Narc
Who .
    “Only you can prevent forest fires,” Skully yelled.
    The woman waved a flashlight at us. “I’m calling the police.”
    Skully ran through the backyard. I stumbled in the grass and tried to catch my breath. The Roman candles kept sizzling, beads of colored flame swooping across the pines as if someone had lit them all at once. I remembered buying fireworks with Collin, how we laughed at the warning on the box: Light Fuse and Get Away!!!!
    When I reached the car, there was no sign of Morgan.
    “Stay here,” Skully said, as if talking to a dog. Then she bolted toward the trees.
    I leaned against the bumper, watching everyone flood past: the party girls half-jogging with their shoes flung over their shoulders, the boys tossing bottles into the street. Okay. This sucked beyond all recognition. There was the sound of glass tinkling, then a jolt of pain surging up my arm. I looked down at the ribbons of blood slashed into my skin. The more I stared, the harder it stung.
    “Looks like you got in a ninja fight with a cactus,” said Morgan, sneaking up beside me, “and the cactus won.”
    “Skully was trying to find you,” I explained. “These idiots were throwing bottles all over the place. And I lost my cell phone.”
    “I know,” she said, handing it over.
    A wave of sickness washed over me. Whether I liked it or not, Morgan was my suspect now. She was the last person I’d want to find messing with my phone. I flipped it open. All the numbers were there, blinking back at me.
    Morgan said, “I wouldn’t go dropping it in people’s driveways.”
    “Is that where you found it?” I asked.
    “Buried in the gravel.”
    “It must’ve fallen out of my pocket.” Still, that didn’t make any sense.
    She peeled off her cardigan and dabbed my arm. “Can’t have you bleeding on my fake leather upholstery. Good thing I paid attention in Girl Scouts.”
    Did Morgan pick my pocket? I couldn’t shake the feeling that she was playing me.
    “Thanks,” I muttered.
    Cars squealed down the road, their headlights so bright they seemed solid. The lights merged into spinning discs, blue and red, and I knew that the neighbor wasn’t kidding about calling the cops.

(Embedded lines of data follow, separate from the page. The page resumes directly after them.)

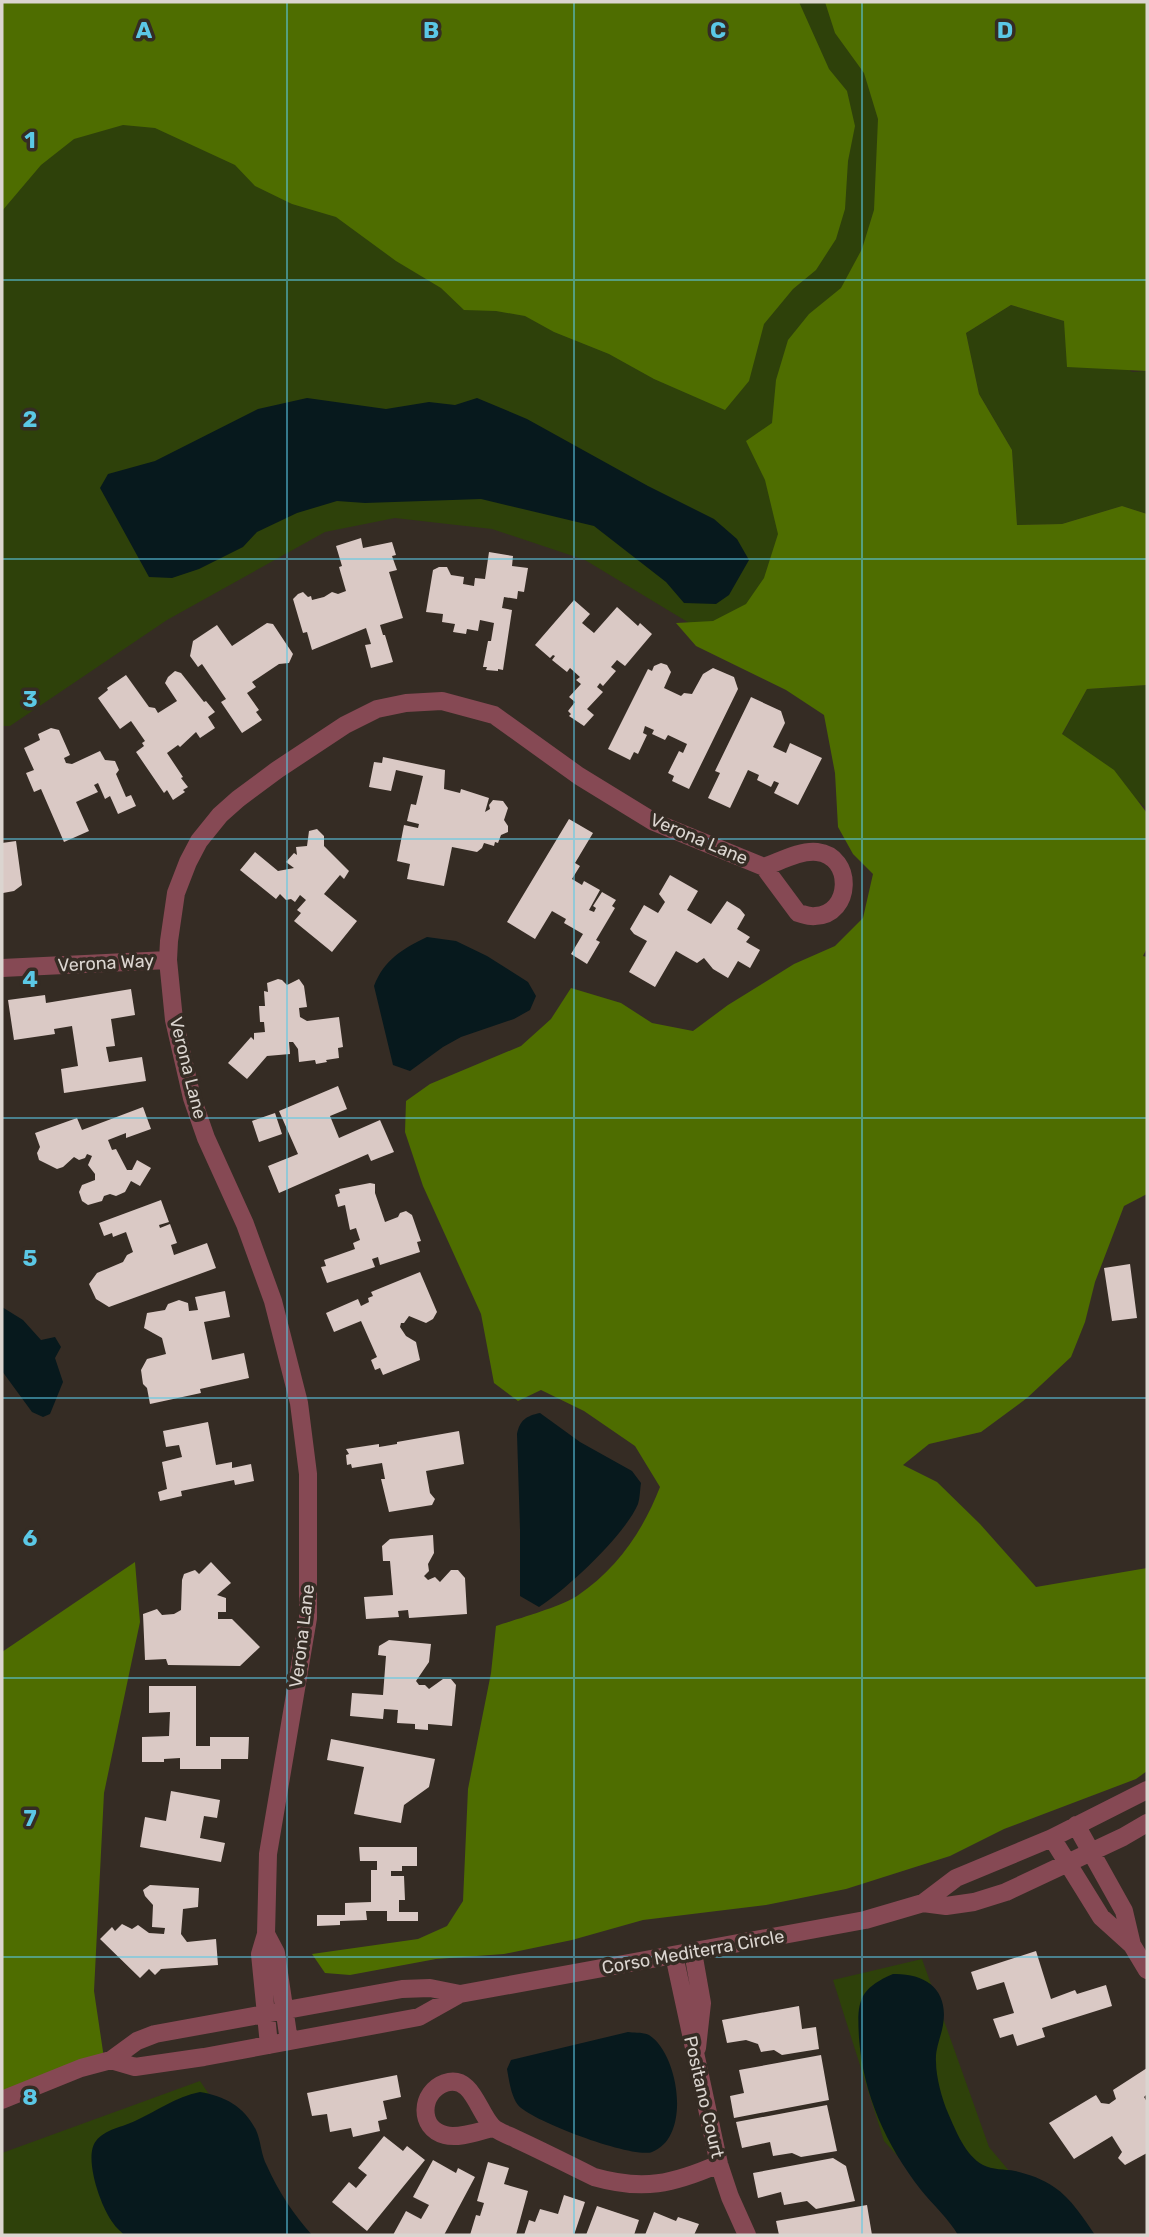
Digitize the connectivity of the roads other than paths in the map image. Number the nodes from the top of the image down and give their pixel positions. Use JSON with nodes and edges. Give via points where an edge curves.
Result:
{"nodes":[{"id":1,"x":764,"y":867,"type":"junction"},
{"id":2,"x":168,"y":960,"type":"junction"},
{"id":3,"x":2,"y":968,"type":"edge"},
{"id":4,"x":1147,"y":1790,"type":"edge"},
{"id":5,"x":1147,"y":1824,"type":"edge"},
{"id":6,"x":1076,"y":1825,"type":"junction"},
{"id":7,"x":1052,"y":1838,"type":"junction"},
{"id":8,"x":1091,"y":1852,"type":"junction"},
{"id":9,"x":1068,"y":1863,"type":"junction"},
{"id":10,"x":923,"y":1903,"type":"junction"},
{"id":11,"x":265,"y":1934,"type":"junction"},
{"id":12,"x":1132,"y":1945,"type":"junction"},
{"id":13,"x":693,"y":1952,"type":"junction"},
{"id":14,"x":674,"y":1955,"type":"junction"},
{"id":15,"x":1147,"y":1970,"type":"edge"},
{"id":16,"x":460,"y":1994,"type":"junction"},
{"id":17,"x":284,"y":2010,"type":"junction"},
{"id":18,"x":266,"y":2014,"type":"junction"},
{"id":19,"x":289,"y":2041,"type":"junction"},
{"id":20,"x":268,"y":2045,"type":"junction"},
{"id":21,"x":696,"y":2054,"type":"junction"},
{"id":22,"x":111,"y":2060,"type":"junction"},
{"id":23,"x":2,"y":2100,"type":"edge"},
{"id":24,"x":493,"y":2127,"type":"dead end"},
{"id":25,"x":719,"y":2164,"type":"junction"},
{"id":26,"x":747,"y":2235,"type":"edge"}],
"edges":[{"from":1,"to":1,"type":"street","name":"Verona Lane","via":[[798,913],[829,913],[845,887],[838,864],[817,852]]},
{"from":1,"to":2,"type":"street","name":"Verona Lane","via":[[654,822],[494,715],[442,701],[407,703],[377,709],[345,725],[277,770],[220,816],[199,841],[176,893]]},
{"from":2,"to":3,"type":"street","name":"Verona Way"},
{"from":2,"to":11,"type":"street","name":"Verona Lane","via":[[174,1020],[192,1098],[273,1301],[299,1402],[306,1460],[308,1618],[268,1854]]},
{"from":4,"to":6,"type":"street","name":"Corso Mediterra Circle"},
{"from":5,"to":8,"type":"street","name":"Corso Mediterra Circle"},
{"from":6,"to":7,"type":"street","name":"Corso Mediterra Circle"},
{"from":6,"to":8,"type":"street"},
{"from":7,"to":9,"type":"street"},
{"from":7,"to":10,"type":"street","name":"Corso Mediterra Circle","via":[[956,1878]]},
{"from":8,"to":9,"type":"street","name":"Corso Mediterra Circle"},
{"from":8,"to":12,"type":"street","via":[[1124,1911]]},
{"from":9,"to":10,"type":"street","name":"Corso Mediterra Circle","via":[[974,1902]]},
{"from":9,"to":12,"type":"street","via":[[1101,1917]]},
{"from":10,"to":13,"type":"street","name":"Corso Mediterra Circle","via":[[864,1920]]},
{"from":11,"to":17,"type":"street","name":"Verona Lane","via":[[276,1953]]},
{"from":11,"to":18,"type":"street","name":"Verona Lane","via":[[260,1954]]},
{"from":12,"to":15,"type":"street"},
{"from":13,"to":14,"type":"street","name":"Corso Mediterra Circle"},
{"from":13,"to":21,"type":"street","via":[[702,2003]]},
{"from":14,"to":16,"type":"street","name":"Corso Mediterra Circle"},
{"from":14,"to":21,"type":"street","name":"Positano Court"},
{"from":16,"to":17,"type":"street","name":"Corso Mediterra Circle","via":[[402,1989]]},
{"from":16,"to":19,"type":"street","name":"Corso Mediterra Circle","via":[[419,2017]]},
{"from":17,"to":18,"type":"street","name":"Corso Mediterra Circle"},
{"from":17,"to":19,"type":"street","name":"Verona Lane"},
{"from":18,"to":20,"type":"street","name":"Verona Lane"},
{"from":18,"to":22,"type":"street","name":"Corso Mediterra Circle","via":[[155,2034]]},
{"from":19,"to":20,"type":"street","name":"Corso Mediterra Circle"},
{"from":20,"to":22,"type":"street","name":"Corso Mediterra Circle","via":[[135,2067]]},
{"from":21,"to":25,"type":"street","name":"Positano Court"},
{"from":22,"to":23,"type":"street","name":"Corso Mediterra Circle"},
{"from":24,"to":25,"type":"street","via":[[594,2177],[621,2184],[672,2182]]},
{"from":25,"to":26,"type":"street","name":"Positano Court"}]}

    “Get in the car,” Morgan said, her smile gone. “You’re driving.”
    “I am?”
    I slid into the driver’s seat. “What about Skully?”
    No answer.
    I revved the engine. We rolled backward into the neighbor’s driveway. I jerked the wheel and we spun around as Morgan directed me to.
    “I thought this was a dead-end street,” I said, as we careened over potholes.
    “We’re taking a shortcut,” she said.
    The Explorer rattled across a fallen tree limb. I clenched my teeth as the tires bounced over twigs and rocks. In the darkness, it was hard to see. Branches flailed and scraped against the window. I twisted around in my seat, caught the lights flaring in the distance.
    We pulled up beside a chain link fence. A section had toppled into the ground, all twisted.
    “Where the hell are we going?” I asked, rubbing my sore arm.
    “Take a guess,” Morgan said.
    The car launched forward with a jolt as I drove over the mangled fence and swerved into a swampy thicket of oak trees. A dirt road curved into some kind of nature preserve, tucked behind Skully’s neighborhood. I half-expected a T-Rex to raise its head above the bushes. After circling for a few minutes and finding only dead ends, I let Morgan have it.
    “We can’t just drive around all night. This is stupid.”
    She wouldn’t even look at me. Her jaw clenched.
    We slammed through a field of tall grass. There was the bay, dark as asphalt.
    “Stop here,” she said.
    I coasted closer to the shore and cut the ignition. For some reason, Morgan got out and started walking. I followed.
    The ground sparkled with broken glass. Poles jutted from the water. There was a dilapidated old fishing dock, the edges frosted with barnacles. It smelled like mud and salt.